Section 6320 of the Crimes Code, relating to sexual exploitation of children, provides:
(a) Offense defined. — A person commits the offense of sexual exploitation of children if he procures for another person a child under 18 years of age for the purpose of sexual exploitation.
(b) Penalty. — An offense under this section is a felony of the second degree.
(c) Definitions. — As used in this section, the following words and phrases shall have the meanings given to them in this subsection: "Procure.” • To obtain or make available for sexual exploitation.
"Sexual exploitation." • Actual or simulated sexual activity or nudity arranged for the purpose of sexual stimulation or gratification of any person.
. In the OISA, Justice Todd described Geh-ris’s activities as follows:
[Gehris], ... a 42-year-old man ... deliberately and repeatedly engaged in communications of an explicit sexual nature regarding an individual whom he believed to be a [thirteen]-year-old girl.
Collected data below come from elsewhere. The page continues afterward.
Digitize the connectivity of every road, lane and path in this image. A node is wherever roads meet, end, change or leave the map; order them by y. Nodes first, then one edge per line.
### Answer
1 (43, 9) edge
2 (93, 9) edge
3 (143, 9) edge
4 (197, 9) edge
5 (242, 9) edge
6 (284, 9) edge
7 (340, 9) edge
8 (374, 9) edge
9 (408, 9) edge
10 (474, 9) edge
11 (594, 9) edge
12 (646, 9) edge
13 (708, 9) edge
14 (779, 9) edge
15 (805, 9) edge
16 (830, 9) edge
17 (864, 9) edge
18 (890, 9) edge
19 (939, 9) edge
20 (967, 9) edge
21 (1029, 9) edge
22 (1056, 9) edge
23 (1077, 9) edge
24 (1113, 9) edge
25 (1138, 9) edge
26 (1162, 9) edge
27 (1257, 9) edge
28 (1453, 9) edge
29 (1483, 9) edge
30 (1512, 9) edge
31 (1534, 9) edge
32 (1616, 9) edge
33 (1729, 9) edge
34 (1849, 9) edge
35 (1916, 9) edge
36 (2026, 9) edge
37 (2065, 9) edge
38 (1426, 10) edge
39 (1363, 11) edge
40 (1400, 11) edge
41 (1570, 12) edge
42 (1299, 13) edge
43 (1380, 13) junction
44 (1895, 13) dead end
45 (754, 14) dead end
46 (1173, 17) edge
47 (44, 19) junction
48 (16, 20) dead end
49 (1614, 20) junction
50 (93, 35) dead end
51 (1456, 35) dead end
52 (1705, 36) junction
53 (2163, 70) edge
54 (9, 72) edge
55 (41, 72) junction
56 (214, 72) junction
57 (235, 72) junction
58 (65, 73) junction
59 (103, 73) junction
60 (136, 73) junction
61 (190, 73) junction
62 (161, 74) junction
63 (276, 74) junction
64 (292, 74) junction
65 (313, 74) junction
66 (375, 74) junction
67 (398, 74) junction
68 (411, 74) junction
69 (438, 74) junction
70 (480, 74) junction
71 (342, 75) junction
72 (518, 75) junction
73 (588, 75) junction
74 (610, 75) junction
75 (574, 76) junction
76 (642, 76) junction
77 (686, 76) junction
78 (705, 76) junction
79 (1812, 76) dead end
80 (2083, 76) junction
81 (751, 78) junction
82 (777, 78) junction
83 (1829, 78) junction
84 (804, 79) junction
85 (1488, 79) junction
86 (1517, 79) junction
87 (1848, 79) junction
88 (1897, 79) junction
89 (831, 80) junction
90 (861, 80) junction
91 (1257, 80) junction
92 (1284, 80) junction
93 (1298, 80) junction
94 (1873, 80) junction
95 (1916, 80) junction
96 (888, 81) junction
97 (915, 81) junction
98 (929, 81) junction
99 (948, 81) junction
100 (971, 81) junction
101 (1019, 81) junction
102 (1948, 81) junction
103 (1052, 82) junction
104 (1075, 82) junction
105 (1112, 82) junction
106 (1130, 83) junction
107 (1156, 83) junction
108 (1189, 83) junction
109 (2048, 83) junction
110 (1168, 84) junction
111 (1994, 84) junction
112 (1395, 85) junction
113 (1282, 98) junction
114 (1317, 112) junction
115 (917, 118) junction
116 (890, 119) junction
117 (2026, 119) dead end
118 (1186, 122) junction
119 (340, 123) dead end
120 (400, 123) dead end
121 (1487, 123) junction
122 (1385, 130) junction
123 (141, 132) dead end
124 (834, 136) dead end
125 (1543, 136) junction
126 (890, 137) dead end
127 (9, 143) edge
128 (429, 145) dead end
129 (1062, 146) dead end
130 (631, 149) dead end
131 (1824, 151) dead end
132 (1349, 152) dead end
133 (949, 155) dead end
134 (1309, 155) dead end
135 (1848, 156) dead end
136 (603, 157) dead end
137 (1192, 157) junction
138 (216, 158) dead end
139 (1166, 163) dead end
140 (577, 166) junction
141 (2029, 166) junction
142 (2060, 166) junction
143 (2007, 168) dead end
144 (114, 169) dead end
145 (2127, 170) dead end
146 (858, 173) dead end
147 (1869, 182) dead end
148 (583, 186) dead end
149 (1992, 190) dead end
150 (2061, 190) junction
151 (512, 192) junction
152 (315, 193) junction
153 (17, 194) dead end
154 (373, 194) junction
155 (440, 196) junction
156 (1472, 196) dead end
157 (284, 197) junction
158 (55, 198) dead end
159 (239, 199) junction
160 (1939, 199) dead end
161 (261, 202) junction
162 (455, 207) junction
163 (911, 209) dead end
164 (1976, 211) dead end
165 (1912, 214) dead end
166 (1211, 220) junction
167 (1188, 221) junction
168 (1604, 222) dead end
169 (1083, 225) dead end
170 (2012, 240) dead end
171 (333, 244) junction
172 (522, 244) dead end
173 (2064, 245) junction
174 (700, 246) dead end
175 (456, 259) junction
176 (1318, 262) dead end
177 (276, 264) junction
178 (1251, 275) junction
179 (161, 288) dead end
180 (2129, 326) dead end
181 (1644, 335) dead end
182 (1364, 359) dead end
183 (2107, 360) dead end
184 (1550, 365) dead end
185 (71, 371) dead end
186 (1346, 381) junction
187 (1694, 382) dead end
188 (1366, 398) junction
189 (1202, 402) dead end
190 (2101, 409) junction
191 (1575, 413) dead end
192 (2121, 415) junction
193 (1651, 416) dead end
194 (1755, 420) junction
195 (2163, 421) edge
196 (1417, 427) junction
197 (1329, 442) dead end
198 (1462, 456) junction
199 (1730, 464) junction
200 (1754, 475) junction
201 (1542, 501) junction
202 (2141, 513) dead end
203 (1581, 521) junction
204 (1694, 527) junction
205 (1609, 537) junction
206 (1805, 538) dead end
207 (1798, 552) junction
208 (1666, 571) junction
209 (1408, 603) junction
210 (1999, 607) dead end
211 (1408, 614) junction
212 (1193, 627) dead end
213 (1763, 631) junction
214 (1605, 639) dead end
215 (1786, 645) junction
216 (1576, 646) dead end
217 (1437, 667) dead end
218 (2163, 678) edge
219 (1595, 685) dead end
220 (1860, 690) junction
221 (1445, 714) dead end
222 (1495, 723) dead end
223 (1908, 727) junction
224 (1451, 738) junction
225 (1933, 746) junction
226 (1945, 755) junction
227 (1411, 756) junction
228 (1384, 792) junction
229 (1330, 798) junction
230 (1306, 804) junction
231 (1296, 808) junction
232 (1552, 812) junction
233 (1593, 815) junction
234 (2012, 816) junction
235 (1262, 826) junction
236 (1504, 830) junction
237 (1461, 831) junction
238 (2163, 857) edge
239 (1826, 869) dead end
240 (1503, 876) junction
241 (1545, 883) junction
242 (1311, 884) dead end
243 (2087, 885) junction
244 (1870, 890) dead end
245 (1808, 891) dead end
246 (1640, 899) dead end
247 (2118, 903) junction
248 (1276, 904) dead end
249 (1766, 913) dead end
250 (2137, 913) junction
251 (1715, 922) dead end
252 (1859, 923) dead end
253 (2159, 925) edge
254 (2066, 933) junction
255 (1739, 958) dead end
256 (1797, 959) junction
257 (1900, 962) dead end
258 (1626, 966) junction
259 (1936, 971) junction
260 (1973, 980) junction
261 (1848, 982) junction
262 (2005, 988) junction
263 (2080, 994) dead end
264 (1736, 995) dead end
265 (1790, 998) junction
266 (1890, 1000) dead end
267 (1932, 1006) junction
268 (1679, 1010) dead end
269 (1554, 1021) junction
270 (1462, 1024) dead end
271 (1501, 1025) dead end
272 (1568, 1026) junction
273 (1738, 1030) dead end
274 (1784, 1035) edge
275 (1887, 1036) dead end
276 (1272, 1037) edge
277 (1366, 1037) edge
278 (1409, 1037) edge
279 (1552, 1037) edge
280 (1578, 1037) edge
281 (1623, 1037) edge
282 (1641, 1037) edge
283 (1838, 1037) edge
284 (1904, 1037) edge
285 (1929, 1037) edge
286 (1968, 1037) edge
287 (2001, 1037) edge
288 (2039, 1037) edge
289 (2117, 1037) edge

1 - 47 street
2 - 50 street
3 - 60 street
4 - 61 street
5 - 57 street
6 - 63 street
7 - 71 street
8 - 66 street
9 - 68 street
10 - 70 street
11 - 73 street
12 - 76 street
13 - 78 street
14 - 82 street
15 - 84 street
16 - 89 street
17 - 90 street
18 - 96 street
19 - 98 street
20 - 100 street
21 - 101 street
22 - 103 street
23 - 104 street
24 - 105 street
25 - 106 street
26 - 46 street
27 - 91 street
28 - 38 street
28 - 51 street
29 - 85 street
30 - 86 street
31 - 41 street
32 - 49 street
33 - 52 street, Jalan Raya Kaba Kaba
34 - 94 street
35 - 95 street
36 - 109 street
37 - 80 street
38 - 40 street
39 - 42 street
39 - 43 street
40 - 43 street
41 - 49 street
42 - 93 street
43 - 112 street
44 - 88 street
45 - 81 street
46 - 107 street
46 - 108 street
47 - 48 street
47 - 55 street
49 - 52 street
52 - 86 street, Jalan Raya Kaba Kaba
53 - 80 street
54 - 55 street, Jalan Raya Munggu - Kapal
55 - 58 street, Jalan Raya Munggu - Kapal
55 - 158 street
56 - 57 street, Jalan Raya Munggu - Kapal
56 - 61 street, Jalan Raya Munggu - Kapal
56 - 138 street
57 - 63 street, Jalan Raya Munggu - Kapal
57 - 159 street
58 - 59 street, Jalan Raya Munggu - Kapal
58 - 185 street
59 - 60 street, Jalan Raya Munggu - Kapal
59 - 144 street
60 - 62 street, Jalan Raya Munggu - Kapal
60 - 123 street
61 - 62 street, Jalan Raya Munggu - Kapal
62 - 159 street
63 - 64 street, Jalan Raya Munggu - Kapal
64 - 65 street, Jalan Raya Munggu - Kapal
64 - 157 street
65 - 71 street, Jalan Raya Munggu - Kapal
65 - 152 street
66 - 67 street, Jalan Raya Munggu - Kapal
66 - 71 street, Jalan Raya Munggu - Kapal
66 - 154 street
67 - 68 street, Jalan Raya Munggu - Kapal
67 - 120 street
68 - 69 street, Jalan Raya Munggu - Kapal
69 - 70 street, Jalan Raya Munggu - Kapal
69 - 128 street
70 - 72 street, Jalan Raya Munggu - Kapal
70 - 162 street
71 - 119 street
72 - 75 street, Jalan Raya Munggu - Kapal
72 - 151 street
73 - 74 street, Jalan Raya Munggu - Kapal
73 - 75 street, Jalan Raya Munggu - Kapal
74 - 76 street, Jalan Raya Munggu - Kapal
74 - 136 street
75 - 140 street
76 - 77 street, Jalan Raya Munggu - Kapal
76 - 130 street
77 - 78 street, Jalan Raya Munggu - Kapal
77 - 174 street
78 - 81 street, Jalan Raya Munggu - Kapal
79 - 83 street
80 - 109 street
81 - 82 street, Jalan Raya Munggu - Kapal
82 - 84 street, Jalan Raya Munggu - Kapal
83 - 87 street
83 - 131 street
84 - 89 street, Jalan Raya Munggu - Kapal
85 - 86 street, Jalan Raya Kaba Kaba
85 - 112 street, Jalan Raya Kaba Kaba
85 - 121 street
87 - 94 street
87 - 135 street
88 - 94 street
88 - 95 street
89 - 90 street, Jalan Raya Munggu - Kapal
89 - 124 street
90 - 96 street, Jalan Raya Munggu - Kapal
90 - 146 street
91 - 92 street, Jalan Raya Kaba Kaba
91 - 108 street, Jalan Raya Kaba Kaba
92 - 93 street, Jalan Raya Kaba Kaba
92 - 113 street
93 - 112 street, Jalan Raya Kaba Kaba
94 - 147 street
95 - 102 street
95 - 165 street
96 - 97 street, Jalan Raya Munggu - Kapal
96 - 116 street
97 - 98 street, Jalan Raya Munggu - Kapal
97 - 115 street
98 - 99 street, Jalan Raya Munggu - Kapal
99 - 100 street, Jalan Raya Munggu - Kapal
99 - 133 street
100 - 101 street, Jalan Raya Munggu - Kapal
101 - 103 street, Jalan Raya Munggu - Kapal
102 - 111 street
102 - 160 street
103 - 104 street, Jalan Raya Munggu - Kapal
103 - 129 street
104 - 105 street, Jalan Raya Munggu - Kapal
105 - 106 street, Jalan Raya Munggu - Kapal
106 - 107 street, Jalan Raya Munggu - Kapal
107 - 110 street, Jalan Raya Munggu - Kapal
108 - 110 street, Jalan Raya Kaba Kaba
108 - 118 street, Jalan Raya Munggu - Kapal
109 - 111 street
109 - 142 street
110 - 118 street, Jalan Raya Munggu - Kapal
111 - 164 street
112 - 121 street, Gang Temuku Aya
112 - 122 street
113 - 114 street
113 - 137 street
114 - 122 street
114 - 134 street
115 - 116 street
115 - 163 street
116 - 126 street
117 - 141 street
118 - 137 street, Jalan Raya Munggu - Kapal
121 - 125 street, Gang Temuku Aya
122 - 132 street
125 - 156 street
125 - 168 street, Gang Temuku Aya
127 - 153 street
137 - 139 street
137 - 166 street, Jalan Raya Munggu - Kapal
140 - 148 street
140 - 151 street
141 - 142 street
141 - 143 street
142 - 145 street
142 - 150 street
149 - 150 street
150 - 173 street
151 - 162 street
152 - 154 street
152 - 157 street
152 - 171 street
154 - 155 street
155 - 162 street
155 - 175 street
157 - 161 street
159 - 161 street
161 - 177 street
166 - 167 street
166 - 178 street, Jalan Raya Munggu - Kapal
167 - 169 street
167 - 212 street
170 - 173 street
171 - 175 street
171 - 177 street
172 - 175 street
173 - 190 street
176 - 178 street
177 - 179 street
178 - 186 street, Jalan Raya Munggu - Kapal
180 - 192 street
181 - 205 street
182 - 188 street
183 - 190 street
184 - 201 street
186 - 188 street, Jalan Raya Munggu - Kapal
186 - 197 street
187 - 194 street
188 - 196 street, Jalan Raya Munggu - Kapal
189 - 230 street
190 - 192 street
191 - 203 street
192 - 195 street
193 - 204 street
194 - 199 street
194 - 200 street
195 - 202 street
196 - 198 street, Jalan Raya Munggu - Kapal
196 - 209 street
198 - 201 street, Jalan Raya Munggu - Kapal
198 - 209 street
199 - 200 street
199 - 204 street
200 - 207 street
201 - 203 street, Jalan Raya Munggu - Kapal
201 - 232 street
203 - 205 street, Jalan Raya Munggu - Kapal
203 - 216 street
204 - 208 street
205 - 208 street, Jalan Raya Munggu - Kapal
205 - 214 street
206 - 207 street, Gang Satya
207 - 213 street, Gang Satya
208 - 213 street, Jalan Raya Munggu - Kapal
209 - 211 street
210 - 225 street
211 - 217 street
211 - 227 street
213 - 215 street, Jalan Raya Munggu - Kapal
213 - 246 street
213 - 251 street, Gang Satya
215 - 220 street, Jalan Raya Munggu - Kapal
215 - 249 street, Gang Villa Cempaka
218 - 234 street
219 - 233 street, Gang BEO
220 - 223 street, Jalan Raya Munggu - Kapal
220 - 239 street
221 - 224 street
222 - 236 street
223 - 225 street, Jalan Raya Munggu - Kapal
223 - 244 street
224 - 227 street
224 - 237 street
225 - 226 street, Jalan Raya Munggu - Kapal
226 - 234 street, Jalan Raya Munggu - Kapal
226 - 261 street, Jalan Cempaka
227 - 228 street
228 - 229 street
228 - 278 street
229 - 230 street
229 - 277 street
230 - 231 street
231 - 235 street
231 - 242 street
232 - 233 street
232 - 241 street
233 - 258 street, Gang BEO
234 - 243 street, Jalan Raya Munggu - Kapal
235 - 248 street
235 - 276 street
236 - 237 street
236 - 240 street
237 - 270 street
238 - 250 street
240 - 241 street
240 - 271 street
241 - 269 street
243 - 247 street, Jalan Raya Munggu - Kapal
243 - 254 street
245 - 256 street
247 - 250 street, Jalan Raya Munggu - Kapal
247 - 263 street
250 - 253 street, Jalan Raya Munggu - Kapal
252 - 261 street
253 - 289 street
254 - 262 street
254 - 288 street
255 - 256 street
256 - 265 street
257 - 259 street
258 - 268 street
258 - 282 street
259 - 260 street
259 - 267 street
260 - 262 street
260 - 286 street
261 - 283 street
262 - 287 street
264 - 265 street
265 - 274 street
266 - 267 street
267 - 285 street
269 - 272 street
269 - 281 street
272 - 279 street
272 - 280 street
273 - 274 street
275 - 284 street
In these conversations, he graphically detailed his fantasies of having sexual encounters with a young girl, solicited nude pictures of the person he thought was the [thirteen]-year-old girl, mailed a digital camera with a picture of his penis loaded therein to the person he thought was the [thirteen]-year-old girl, methodically arranged a meeting with the person he believed to be the [thirteen]-year-old girl at a motel room over 200 miles away from his home, and drove continuously for an entire day specifically to have sex in the motel room with both the person he thought was the [thirteen]-year-old girl, and the person whom he believed to be her 19-year-old friend — known to him by the internet chatroom appellation of "joeyGalPa”.
Gehris, 618 Pa. at 105-06, 54 A.3d at 862 (Todd, J.).
. The same can be said of the predicate offenses in Merolla. Specifically, Merolla pled nolo contendere to two separate counts of indecent assault that occurred on different dates. See Merolla, 909 A.2d at 340.
. But see Commonwealth v. Hainesworth, 82 A.3d 444 (Pa.Super.2013) (en banc) (enforcing plea agreement that offender was not required to register under SORNA).
. As previously noted, the third charge is not a predicate offense for purposes of Megan’s Law II registration and, therefore, is not relevant to the issues in this appeal.